Excerpted records |
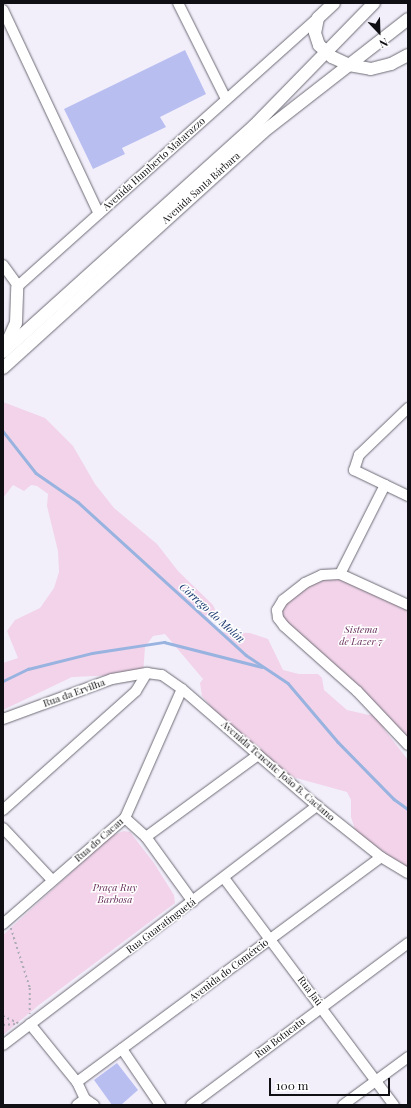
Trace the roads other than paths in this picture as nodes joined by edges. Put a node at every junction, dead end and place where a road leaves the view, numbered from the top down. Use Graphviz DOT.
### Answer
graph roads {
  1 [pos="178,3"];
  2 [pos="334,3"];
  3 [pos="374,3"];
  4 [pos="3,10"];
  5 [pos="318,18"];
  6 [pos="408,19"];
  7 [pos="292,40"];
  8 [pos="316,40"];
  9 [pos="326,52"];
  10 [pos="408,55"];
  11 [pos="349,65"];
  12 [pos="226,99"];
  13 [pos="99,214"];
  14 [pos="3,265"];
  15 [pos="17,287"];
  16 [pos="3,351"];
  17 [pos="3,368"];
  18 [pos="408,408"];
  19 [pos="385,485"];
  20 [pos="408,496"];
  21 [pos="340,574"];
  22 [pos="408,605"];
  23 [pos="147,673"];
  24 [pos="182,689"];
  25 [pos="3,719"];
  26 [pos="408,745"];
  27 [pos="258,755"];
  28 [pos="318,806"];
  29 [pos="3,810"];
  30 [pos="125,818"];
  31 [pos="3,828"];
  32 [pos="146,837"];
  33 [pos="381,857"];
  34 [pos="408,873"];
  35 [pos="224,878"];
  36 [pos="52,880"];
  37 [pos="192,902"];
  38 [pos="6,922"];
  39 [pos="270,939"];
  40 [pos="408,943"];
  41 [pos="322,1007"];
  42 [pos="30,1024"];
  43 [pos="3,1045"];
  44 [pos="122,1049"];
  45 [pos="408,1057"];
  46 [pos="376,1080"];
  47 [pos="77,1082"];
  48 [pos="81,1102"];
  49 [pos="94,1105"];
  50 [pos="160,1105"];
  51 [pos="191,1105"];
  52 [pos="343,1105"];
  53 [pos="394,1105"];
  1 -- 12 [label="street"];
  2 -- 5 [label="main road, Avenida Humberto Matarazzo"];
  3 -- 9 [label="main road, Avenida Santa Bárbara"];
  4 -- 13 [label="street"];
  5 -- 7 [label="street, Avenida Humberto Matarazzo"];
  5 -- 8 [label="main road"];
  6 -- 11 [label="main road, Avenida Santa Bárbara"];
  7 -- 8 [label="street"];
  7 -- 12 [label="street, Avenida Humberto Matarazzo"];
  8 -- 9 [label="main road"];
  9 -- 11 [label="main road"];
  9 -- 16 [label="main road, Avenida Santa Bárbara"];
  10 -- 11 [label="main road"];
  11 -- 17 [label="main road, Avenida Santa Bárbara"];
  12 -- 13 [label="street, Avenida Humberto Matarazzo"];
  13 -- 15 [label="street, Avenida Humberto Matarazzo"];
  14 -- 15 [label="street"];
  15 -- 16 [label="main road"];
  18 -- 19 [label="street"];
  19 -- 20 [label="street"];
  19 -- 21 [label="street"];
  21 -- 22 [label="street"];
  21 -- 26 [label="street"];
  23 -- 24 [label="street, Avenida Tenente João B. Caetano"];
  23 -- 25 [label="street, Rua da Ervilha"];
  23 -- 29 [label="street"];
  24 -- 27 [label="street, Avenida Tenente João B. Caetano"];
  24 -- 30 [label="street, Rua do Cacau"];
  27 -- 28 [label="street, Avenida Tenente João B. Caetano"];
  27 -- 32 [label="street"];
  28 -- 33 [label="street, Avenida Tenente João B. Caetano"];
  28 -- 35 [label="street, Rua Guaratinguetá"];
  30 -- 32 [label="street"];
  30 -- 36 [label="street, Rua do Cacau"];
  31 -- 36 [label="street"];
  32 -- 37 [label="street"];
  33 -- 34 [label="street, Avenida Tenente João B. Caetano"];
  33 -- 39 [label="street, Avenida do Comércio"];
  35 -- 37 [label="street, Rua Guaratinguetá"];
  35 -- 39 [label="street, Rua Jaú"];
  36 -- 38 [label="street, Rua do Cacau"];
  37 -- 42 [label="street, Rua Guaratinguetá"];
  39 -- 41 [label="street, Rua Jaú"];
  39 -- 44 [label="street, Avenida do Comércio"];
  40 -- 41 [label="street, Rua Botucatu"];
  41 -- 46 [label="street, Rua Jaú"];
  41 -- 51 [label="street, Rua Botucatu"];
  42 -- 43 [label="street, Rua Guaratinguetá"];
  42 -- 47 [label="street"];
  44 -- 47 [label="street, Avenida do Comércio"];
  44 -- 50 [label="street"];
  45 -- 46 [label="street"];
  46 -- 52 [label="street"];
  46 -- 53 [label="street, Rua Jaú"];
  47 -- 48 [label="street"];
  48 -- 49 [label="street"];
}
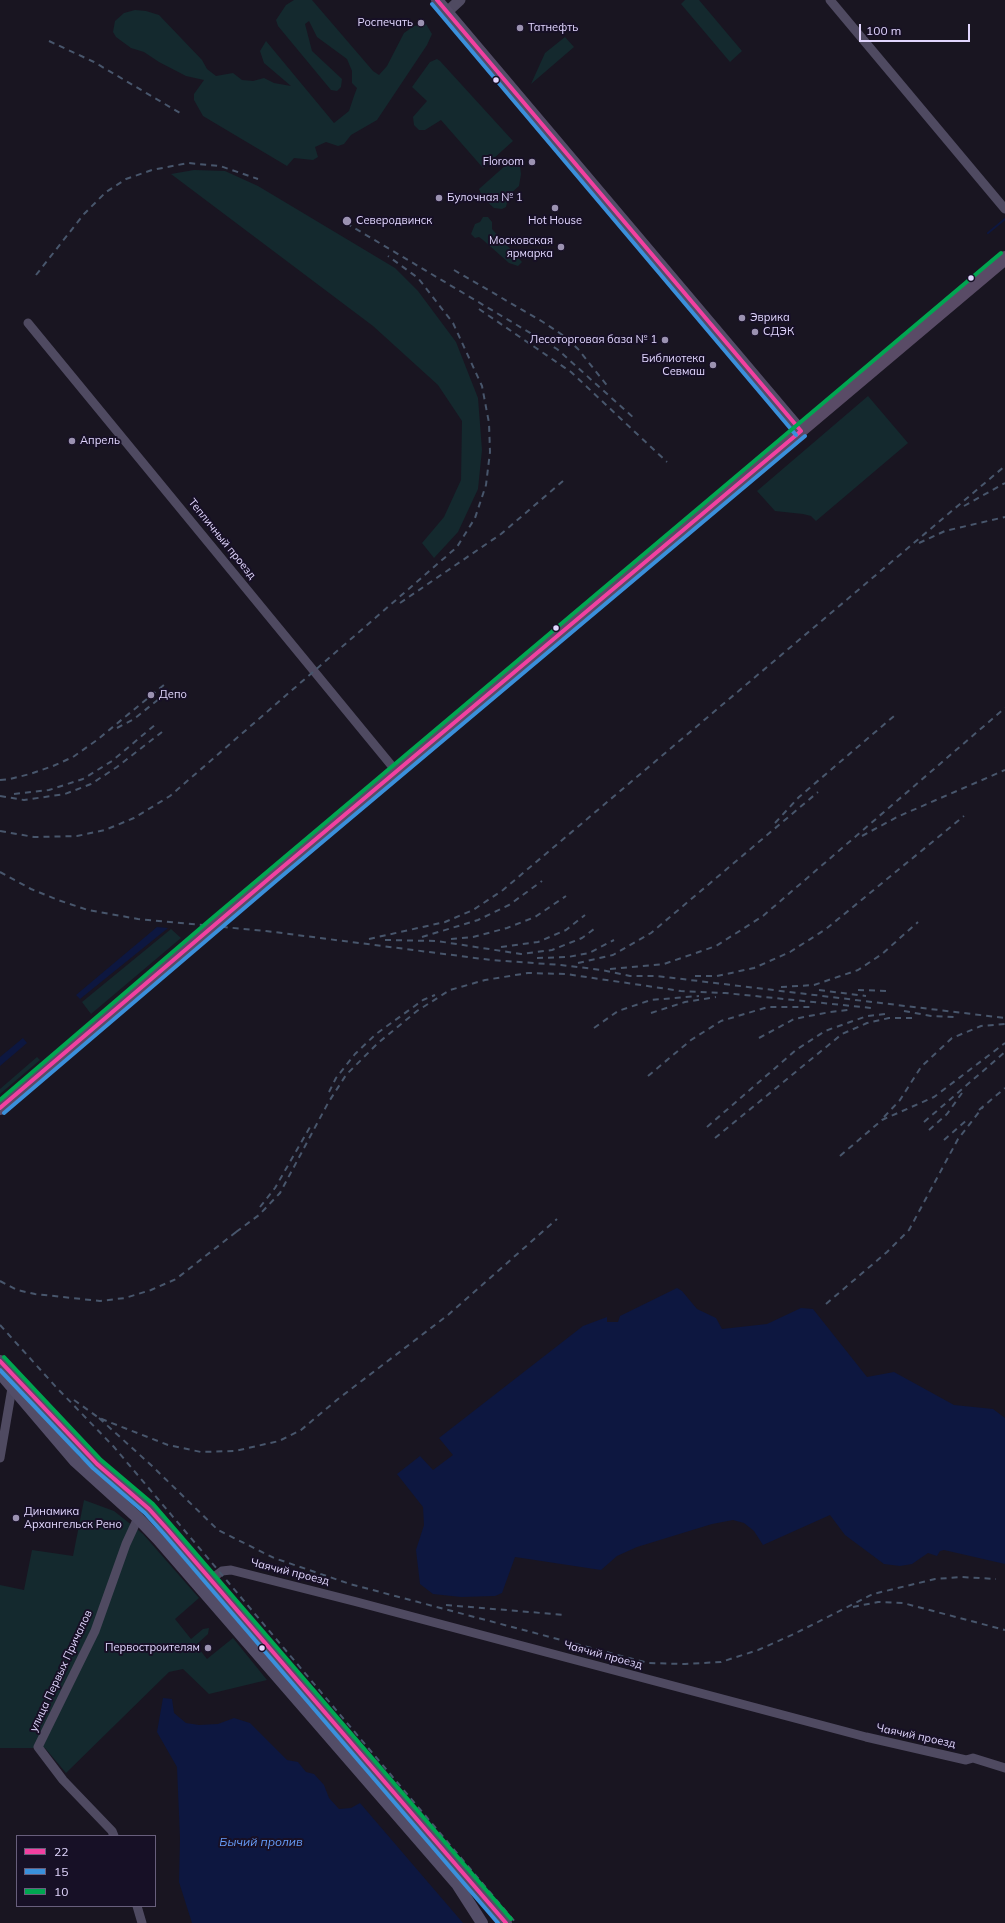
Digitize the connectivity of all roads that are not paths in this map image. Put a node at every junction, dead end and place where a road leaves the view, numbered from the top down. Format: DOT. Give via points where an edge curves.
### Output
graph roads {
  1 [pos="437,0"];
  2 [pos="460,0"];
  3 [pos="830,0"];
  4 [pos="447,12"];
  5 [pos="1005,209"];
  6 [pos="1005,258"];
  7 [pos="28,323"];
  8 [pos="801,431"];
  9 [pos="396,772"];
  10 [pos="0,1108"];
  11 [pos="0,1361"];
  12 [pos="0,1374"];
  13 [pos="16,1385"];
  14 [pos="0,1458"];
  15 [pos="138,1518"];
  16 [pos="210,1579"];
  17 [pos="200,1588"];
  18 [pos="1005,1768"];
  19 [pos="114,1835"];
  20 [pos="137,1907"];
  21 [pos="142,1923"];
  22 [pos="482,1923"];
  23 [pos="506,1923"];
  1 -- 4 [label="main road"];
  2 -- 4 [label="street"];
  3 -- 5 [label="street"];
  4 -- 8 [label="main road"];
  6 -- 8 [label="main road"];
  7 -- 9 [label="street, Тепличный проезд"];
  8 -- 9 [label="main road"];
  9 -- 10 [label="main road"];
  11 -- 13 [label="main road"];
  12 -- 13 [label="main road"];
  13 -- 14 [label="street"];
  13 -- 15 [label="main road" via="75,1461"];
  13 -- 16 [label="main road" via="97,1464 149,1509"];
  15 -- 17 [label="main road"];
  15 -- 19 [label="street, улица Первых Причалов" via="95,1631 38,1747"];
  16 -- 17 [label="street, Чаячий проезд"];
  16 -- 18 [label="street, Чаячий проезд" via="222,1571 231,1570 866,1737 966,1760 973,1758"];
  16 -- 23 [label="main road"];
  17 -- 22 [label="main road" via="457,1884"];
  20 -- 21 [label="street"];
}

...

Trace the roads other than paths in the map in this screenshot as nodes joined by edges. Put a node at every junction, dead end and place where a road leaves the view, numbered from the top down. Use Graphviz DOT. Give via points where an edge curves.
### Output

Task instructions |
Determine how many lines in the entries above contain the word "junction", and respond with the number alone.

Solution for this problem |
3